Am Freitag wollen CDU, SPD und Grüne den Koalitionsvertrag festzurren. Droht die Koalitionsbildung noch zu platzen?

14.04.2016, 23:01

Magdeburg l Was waren das vor zwei Wochen noch für Töne? Eine „innovative“ Koalition kündigte Ministerpräsident Reiner Haseloff (CDU) an. Es gebe keine Dissenspunkte, die sich nicht ausräumen lassen würden. CDU, SPD und Grüne könnten ein Bündnis schmieden, dass ein Vorreiter für die politische Landschaft in Deutschland werden könne, hatte Haseloff vor den Koalitionsverhandlungen gesagt.

Das war am 1. April und alles andere als scherzhaft gemeint. Nun muss er darum kämpfen, dass die Kenia-Koalition zustande kommt.

Die Zeit des Sonnenscheins ist erst einmal vorbei. Es sind zwei heftige Unwetter über Kenia heraufgezogen. Das erste am Dienstag: Die Wahl des Landtagspräsidenten und seiner Stellvertreter gilt als Formalie. Doch Linken-Politiker Wulf Gallert fällt im ersten Anlauf als Vize durch.

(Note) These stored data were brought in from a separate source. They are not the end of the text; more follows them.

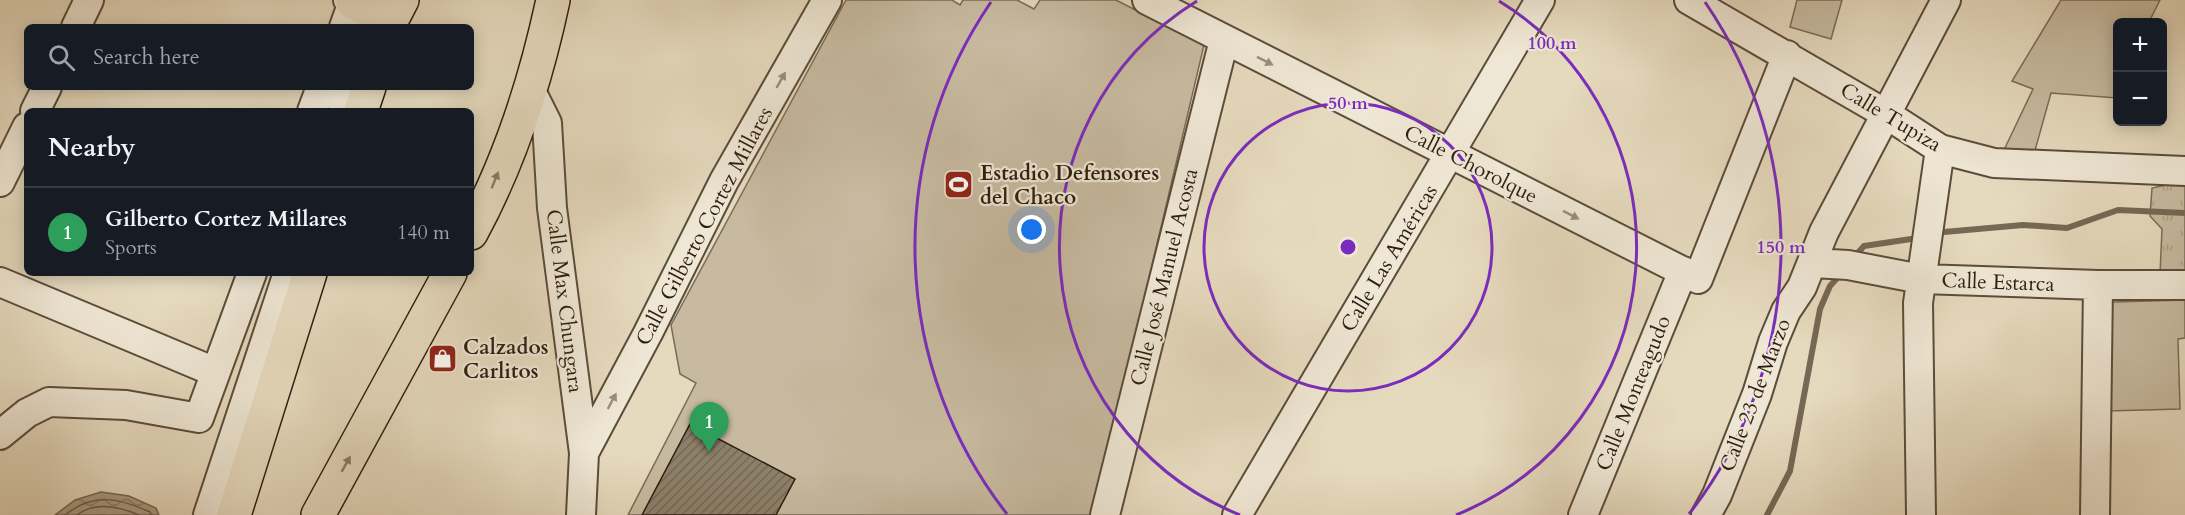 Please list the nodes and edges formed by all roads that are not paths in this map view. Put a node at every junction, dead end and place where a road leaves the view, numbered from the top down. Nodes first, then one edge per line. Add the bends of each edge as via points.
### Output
1 (89, 0) edge
2 (553, 0) edge
3 (827, 0) edge
4 (1147, 0) edge
5 (1540, 0) edge
6 (1689, 0) edge
7 (1946, 0) edge
8 (1180, 8) edge
9 (77, 24) edge
10 (1224, 40) junction
11 (1787, 56) junction
12 (46, 90) edge
13 (320, 90) edge
14 (349, 90) edge
15 (368, 90) edge
16 (531, 91) junction
17 (36, 108) edge
18 (313, 108) edge
19 (343, 108) edge
20 (363, 108) edge
21 (1886, 114) junction
22 (24, 133) edge
23 (1940, 149) junction
24 (1450, 154) junction
25 (2185, 171) edge
26 (0, 182) edge
27 (474, 227) edge
28 (1813, 262) junction
29 (1691, 275) junction
30 (251, 276) edge
31 (287, 276) edge
32 (309, 276) edge
33 (448, 276) edge
34 (1921, 279) junction
35 (0, 282) edge
36 (2098, 285) junction
37 (2185, 285) edge
38 (215, 372) junction
39 (0, 435) edge
40 (584, 453) junction
41 (208, 515) edge
42 (234, 515) edge
43 (318, 515) edge
44 (581, 515) edge
45 (1106, 515) edge
46 (1237, 515) edge
47 (1583, 515) edge
48 (1706, 515) edge
49 (1921, 515) edge
50 (2095, 515) edge

1 - 9 street
2 - 16 highway
40 -> 3 street, Calle Gilberto Cortez Millares via 724,181
4 - 8 street, Calle Chorolque
5 - 24 street, Calle Las Américas
6 - 11 street, Calle Tupiza
7 - 21 street, Calle 23 de Marzo
8 - 10 street, Calle Chorolque
10 -> 24 street, Calle Chorolque
10 - 45 street, Calle José Manuel Acosta
11 - 21 street, Calle Tupiza
11 - 29 street, Calle Monteagudo
12 - 17 street
13 - 18 street
14 - 19 street
15 - 20 highway
27 -> 16 highway
16 - 40 street, Calle Max Chungara via 547,123 552,208
21 - 23 street, Calle Tupiza
21 - 28 street, Calle 23 de Marzo via 1824,231
22 - 26 street
23 - 25 street, Calle Tupiza via 1994,163
23 - 34 street
24 -> 29 street, Calle Chorolque
24 - 46 street, Calle Las Américas
28 - 34 street, Calle Estarca
28 - 48 street, Calle 23 de Marzo via 1803,287 1786,311 1757,394
29 - 47 street, Calle Monteagudo
30 - 38 street
31 - 41 street
32 - 42 highway
43 -> 33 highway
34 - 36 street, Calle Estarca
34 - 49 street
35 - 38 street
36 - 37 street, Calle Estarca
36 - 50 street
38 - 39 street via 199,418 126,405 49,402 27,413
40 - 44 street, Calle Max Chungara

Die Grünen sind stinksauer: Teile der CDU-Fraktion hätten den AfD-Kandidaten Daniel Rausch als Vize mitgewählt, nicht aber Gallert, heißt es. Die Demokratie sei in Gefahr, twittert Grünen-Landtagsabgeordneter Sebastian Striegel. Fraktionschefin Claudia Dalbert spricht von einer „massiven Belastung einer möglichen Zusammenarbeit mit der CDU.“

Harte Worte. Doch es wird deutlich: Den Grünen ist die Abgrenzung von der AfD genauso wichtig wie die Verantwortung zur Regierungsbildung. Das ist Teil der grünen DNA – und die soll auch die CDU bei einem Bündnis mittragen. Beim ersten Test – mitten in den Koalitionsverhandlungen – geht das gründlich schief. Die Grünen vermissen „Verlässlichkeit“. Einige vermuten, dass Teile der CDU mit einer Zusammenarbeit mit der AfD liebäugeln und eine Minderheitsregierung bevorzugen.

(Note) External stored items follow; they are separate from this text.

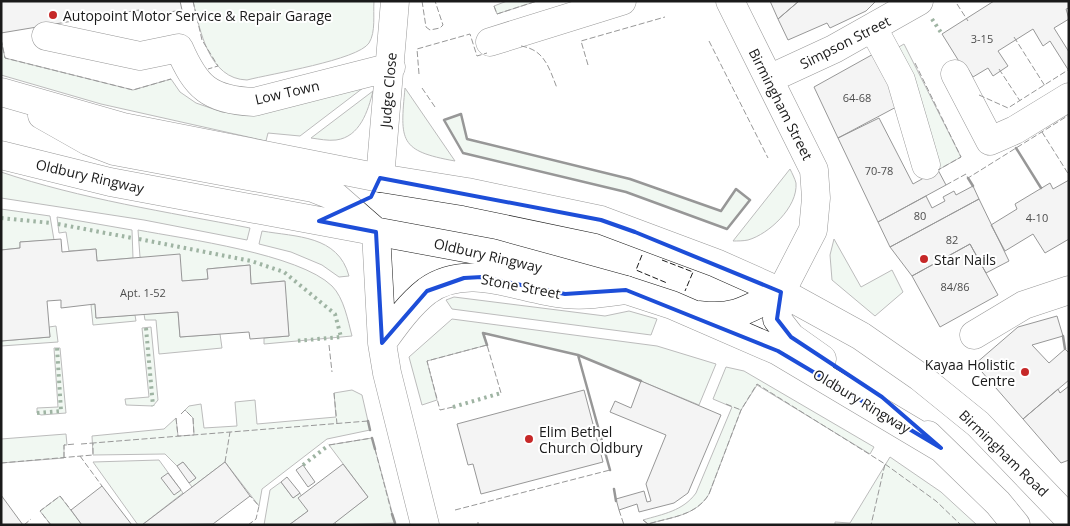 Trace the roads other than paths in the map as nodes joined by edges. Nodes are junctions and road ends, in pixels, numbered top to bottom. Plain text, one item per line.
1 (395, 1) edge
2 (730, 1) edge
3 (919, 1) edge
4 (608, 4) edge
5 (873, 28) junction
6 (46, 36) dead end
7 (490, 42) dead end
8 (391, 67) junction
9 (955, 74) dead end
10 (769, 79) junction
11 (5, 94) edge
12 (1069, 97) edge
13 (1, 155) edge
14 (926, 165) dead end
15 (380, 178) junction
16 (350, 208) junction
17 (319, 221) junction
18 (376, 232) junction
19 (626, 290) junction
20 (781, 292) junction
21 (1068, 295) edge
22 (693, 314) junction
23 (974, 335) dead end
24 (382, 343) junction
25 (936, 390) junction
26 (941, 448) junction
27 (1069, 519) edge
28 (425, 525) edge
29 (1016, 525) edge
30 (1059, 525) edge

1 - 8 main road, Judge Close
2 - 10 main road, Birmingham Street
3 - 5 main road, Simpson Street
4 - 7 main road
5 - 10 main road, Simpson Street
5 - 14 main road
6 - 8 main road, Low Town
8 - 15 main road, Judge Close
9 - 12 main road
10 - 20 main road, Birmingham Street
11 - 15 main road
11 - 16 main road
13 - 17 main road, Oldbury Ringway
15 - 16 main road
15 - 20 main road
16 - 17 main road
16 - 18 main road
17 - 18 main road, Oldbury Ringway
18 - 19 main road, Oldbury Ringway
18 - 24 main road
19 - 22 main road, Oldbury Ringway
19 - 24 main road, Stone Street
20 - 22 main road
20 - 25 main road
20 - 26 main road, Birmingham Street
21 - 23 main road
22 - 26 main road, Oldbury Ringway
24 - 28 main road
25 - 27 main road, Birmingham Road
25 - 30 main road
26 - 29 main road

Diese Theorie wird am Mittwoch weiter genährt. Bei einer Kundgebung in Magdeburg demonstrieren 500 Bauern, Jäger und Forstleute dagegen, dass das Ministerium für Landwirtschaft und Umwelt möglicherweise an die Grünen gehen soll. In der ersten Reihe: CDU-Landtagsabgeordneter Markus Kurze – neben einem Plakat, auf dem es heißt: „Kein Ministerium an die Grünen! Dalbert verhindern!“

Wieder kracht es gewaltig. Kurze ist parlamentarischer Geschäftsführer seiner Fraktion. Auch Landtagspräsident Hardy Peter Güssau (CDU) bekundet seine Solidarität.

Grünen-Landeschefin Cornelia Lüddemann schäumt: „Ich bin entsetzt. Darüber wird zu reden sein.“ Andere sprechen von „Chaostagen bei der Union“ oder von „Hetzen oder koalieren? Die CDU muss sich entscheiden“. Dalbert nennt den Auftritt von Kurze einen „deutlichen Dämpfer“ für die Koalitionsverhandlungen.

Der CDU-Politiker kann die Aufregung um seine Person nicht verstehen. „Ich kümmere mich um die Ängste und Sorgen der Menschen, unserer Wähler. Ich habe nur mein Grundrecht wahrgenommen, mich an einer Demo zu beteiligen“, sagt er am Donnerstag. Er habe den Eindruck, sein Auftreten werde aufgebauscht.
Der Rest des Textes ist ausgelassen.